とはいえ、骨病変は根本である多発性骨髄腫の治療をしっかりと行う必要がある。いくらゾメタが有効でも、骨髄腫が進めば骨病変の進行も止めにくい。逆に、骨髄腫が改善するに従い、骨病変も減少する。
つまりゾメタは、抗がん剤治療に併せて使っていくことで、骨の修復に対するより高い効果を期待できる薬剤なのだ。
*オキシコドン=鎮痛剤の一種
*オピオイド=オピオイド鎮痛薬のこと。体内のオピオイド受容体に結合することにより、骨髄と脳への痛みの伝達が遮断され、痛みを抑える
腎機能や口腔ケアに注意して投与を行う
ゾメタは、腎臓から排泄される薬なので、腎臓の働きが悪い人は体内で蓄積される。
そのため使用に際しては腎機能の目安になる血液中のクレアチニン量に注意しなければならない。腎機能の低下状態によってはゾメタを減量したり投与を中止する。
また、まれにではあるが、顎に炎症がおこり、それが進行した結果、顎の骨の破壊を引き起こす顎骨壊死という副作用が起こる場合もある。
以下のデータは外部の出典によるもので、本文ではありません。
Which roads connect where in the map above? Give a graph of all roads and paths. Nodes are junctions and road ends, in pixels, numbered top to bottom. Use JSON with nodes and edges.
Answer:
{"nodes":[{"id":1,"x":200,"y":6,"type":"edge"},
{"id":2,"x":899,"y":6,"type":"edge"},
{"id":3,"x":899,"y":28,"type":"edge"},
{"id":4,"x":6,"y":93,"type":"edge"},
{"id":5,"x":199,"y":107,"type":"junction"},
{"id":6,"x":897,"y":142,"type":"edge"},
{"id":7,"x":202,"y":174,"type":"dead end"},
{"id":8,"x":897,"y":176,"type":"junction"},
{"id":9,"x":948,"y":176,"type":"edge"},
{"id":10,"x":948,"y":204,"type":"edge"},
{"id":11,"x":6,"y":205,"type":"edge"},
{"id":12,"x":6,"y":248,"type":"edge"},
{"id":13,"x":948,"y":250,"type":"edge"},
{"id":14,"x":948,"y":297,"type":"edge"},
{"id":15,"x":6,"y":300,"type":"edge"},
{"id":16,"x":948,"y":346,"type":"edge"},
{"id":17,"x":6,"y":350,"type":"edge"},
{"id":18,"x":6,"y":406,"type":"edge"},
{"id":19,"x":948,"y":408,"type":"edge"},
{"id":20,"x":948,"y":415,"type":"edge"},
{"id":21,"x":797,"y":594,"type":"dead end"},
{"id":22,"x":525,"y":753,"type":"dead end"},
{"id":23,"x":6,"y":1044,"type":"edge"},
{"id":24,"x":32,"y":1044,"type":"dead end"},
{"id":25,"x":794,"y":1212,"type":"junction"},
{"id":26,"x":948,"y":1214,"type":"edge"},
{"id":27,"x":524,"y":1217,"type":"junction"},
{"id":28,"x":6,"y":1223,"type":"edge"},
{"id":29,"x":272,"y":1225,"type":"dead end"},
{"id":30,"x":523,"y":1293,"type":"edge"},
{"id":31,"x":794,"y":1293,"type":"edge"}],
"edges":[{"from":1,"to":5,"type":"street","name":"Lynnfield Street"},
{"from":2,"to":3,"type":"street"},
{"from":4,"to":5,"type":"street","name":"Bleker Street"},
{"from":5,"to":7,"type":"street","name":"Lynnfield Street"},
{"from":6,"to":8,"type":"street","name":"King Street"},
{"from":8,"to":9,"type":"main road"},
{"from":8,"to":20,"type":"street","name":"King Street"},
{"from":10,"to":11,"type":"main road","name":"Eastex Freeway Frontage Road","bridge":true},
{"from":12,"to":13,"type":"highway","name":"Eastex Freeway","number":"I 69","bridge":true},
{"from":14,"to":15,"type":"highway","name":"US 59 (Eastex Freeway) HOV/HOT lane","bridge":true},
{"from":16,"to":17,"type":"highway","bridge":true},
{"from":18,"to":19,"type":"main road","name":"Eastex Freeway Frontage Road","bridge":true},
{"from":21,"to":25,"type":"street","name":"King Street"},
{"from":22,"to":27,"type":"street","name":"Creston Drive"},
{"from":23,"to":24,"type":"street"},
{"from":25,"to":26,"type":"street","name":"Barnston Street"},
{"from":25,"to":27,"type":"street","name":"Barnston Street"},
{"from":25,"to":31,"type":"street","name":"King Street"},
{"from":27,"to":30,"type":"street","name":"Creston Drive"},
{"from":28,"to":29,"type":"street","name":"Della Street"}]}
「顎骨壊死の予防には、口腔内ケアが重要です。抜歯など侵襲的な治療は避け、また、抜歯した場合でも、口腔内の状態が良くなってから投与を再開するのが望ましいでしょう。口腔内ケアをしっかり行うことで顎骨壊死は大幅に減らすことができるといわれています」
転倒に気をつけ、適度な運動を心がける
日常生活で、患者さんが気をつけるべきことは何だろう。
「重いものを持たないようにしたり、転倒しないように気をつけるようにしましょう。また、骨は少し負荷をかけないともろくなりますから、散歩をしたり適度に体を動かすようにしてください」(角南さん)
また、骨粗鬆症では多く使用される経口タイプのビスホスホネート製剤について、角南さんは次のように警告する。
「経口タイプのビスホスホネート製剤は0.1パーセントしか吸収されず、点滴静注ビスホスホネート製剤に比べかなり効力が落ちます。経口タイプで効果があるとされているのは今のところクロドロネート(一般名)だけですが、まだ日本では使われていません。骨粗鬆症で経口タイプを使っていても、骨髄腫になったら点滴静注タイプのビスホスホネート製剤に切り替えるべきです」
さて、骨髄腫の骨病変治療の分野でも、今後期待できそうな新薬が登場を待ち構えている。
骨髄腫細胞が破骨細胞を活性化させる信号(RANKLという)に対する抗体だ。従来のビスホスホネートと異なる作用機序で破骨細胞の働きを抑える。今後の臨床試験の結果が待たれるところだ。